- _Task item_
Using the listing below, select the lines with the word "Kane" and copy them.

- _Working data_
Segment Open

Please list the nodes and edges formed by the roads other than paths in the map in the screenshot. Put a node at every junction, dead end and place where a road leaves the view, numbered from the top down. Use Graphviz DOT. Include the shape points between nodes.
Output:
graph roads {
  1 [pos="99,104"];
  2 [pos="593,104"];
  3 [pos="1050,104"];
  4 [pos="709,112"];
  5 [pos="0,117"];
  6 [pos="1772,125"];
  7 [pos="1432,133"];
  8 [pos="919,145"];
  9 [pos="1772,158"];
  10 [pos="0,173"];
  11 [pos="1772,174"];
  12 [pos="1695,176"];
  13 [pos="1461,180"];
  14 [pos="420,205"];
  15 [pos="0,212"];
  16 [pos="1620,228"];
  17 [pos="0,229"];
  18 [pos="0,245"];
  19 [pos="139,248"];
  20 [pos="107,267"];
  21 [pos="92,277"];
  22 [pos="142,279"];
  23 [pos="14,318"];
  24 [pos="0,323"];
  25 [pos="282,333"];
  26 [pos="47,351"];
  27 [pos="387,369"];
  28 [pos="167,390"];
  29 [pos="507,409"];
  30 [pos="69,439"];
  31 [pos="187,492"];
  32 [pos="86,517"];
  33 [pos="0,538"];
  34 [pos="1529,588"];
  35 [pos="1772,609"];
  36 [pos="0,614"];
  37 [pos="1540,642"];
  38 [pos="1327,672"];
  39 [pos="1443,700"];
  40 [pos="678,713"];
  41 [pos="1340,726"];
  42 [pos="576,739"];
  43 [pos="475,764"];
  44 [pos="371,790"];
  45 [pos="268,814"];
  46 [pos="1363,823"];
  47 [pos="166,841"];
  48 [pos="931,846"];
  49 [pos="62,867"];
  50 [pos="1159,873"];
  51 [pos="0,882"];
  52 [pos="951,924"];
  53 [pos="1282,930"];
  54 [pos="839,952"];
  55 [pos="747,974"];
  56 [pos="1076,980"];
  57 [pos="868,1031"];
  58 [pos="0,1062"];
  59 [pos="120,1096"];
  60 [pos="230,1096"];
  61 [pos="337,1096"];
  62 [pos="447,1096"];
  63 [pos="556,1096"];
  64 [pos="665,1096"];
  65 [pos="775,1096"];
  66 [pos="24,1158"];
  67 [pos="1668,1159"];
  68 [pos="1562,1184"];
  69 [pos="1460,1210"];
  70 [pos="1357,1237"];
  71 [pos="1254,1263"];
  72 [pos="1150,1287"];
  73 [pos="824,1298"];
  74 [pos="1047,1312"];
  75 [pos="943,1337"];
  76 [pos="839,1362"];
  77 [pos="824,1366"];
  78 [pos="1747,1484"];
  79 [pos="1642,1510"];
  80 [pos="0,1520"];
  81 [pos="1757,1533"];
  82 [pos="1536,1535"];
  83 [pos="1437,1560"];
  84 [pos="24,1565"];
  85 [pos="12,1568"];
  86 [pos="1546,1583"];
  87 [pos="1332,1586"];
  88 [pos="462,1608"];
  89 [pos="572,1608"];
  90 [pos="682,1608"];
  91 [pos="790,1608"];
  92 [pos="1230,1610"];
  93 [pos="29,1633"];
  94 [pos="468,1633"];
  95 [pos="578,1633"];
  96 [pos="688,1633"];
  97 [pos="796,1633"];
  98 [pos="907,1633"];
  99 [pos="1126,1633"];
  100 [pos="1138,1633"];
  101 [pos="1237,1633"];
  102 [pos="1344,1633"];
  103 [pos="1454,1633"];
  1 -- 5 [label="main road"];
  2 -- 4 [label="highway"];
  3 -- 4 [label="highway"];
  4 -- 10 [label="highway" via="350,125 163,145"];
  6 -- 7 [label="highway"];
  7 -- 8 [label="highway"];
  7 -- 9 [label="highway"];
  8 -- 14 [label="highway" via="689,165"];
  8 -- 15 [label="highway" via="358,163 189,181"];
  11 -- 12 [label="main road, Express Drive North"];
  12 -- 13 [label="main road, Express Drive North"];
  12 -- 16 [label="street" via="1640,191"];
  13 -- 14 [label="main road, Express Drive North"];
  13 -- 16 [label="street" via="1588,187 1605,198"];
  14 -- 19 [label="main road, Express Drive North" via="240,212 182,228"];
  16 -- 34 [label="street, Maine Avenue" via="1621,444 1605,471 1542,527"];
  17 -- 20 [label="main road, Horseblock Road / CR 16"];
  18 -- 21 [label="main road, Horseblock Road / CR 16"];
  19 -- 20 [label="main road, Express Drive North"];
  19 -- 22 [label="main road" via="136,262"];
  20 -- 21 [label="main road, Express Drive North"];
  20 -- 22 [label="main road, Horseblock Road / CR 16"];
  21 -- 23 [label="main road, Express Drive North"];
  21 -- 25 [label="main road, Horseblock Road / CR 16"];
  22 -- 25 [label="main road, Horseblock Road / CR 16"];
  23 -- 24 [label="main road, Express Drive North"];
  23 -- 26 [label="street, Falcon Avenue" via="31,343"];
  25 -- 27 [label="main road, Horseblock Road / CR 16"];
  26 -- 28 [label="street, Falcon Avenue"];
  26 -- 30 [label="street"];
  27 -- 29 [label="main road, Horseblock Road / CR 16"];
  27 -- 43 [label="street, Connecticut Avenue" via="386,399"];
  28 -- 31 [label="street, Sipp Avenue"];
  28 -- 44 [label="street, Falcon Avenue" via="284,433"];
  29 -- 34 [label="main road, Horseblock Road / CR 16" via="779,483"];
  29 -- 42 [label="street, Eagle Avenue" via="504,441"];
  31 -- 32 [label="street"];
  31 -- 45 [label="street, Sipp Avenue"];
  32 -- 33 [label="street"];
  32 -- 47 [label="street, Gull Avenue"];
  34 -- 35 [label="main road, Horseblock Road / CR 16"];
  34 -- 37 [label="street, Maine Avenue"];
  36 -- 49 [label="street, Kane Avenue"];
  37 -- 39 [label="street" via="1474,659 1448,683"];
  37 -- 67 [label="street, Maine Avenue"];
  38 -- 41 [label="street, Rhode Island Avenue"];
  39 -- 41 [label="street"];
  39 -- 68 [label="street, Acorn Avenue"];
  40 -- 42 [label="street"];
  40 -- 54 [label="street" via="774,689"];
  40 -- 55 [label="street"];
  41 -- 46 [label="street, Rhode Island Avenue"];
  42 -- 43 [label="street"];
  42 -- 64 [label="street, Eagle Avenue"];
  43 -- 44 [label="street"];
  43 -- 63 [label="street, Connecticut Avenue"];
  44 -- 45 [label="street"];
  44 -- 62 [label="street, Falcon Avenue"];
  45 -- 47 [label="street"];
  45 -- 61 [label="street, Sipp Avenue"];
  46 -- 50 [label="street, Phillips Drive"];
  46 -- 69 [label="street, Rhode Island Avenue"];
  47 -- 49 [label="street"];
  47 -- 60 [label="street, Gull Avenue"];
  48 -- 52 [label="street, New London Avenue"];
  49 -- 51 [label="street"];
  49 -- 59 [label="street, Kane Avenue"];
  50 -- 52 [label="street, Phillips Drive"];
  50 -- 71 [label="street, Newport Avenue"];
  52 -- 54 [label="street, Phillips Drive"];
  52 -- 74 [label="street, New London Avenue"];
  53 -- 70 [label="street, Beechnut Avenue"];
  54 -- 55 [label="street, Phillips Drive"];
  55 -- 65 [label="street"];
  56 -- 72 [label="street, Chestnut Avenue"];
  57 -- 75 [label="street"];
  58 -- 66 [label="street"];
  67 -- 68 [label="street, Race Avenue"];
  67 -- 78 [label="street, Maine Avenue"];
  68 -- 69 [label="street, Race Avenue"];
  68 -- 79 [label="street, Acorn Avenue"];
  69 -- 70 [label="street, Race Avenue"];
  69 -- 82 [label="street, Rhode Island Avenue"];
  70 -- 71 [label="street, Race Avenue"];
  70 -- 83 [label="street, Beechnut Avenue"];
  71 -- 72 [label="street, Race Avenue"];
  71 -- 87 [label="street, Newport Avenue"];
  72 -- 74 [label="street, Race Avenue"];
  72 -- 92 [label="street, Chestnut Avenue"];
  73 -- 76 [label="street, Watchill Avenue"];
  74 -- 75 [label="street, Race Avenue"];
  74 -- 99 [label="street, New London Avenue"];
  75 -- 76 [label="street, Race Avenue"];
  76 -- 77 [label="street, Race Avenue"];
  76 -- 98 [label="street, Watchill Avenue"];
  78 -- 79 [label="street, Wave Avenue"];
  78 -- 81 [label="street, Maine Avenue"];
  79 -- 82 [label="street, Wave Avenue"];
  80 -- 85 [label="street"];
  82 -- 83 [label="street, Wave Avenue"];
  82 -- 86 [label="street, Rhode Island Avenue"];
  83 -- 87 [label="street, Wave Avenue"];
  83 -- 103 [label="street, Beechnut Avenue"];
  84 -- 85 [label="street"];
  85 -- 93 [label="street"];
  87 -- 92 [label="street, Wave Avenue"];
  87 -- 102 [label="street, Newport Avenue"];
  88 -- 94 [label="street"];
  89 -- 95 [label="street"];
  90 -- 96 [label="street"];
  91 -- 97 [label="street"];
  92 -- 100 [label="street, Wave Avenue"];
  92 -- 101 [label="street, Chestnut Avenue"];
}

Segment Closed

- _Task response_
  36 -- 49 [label="street, Kane Avenue"];
  49 -- 59 [label="street, Kane Avenue"];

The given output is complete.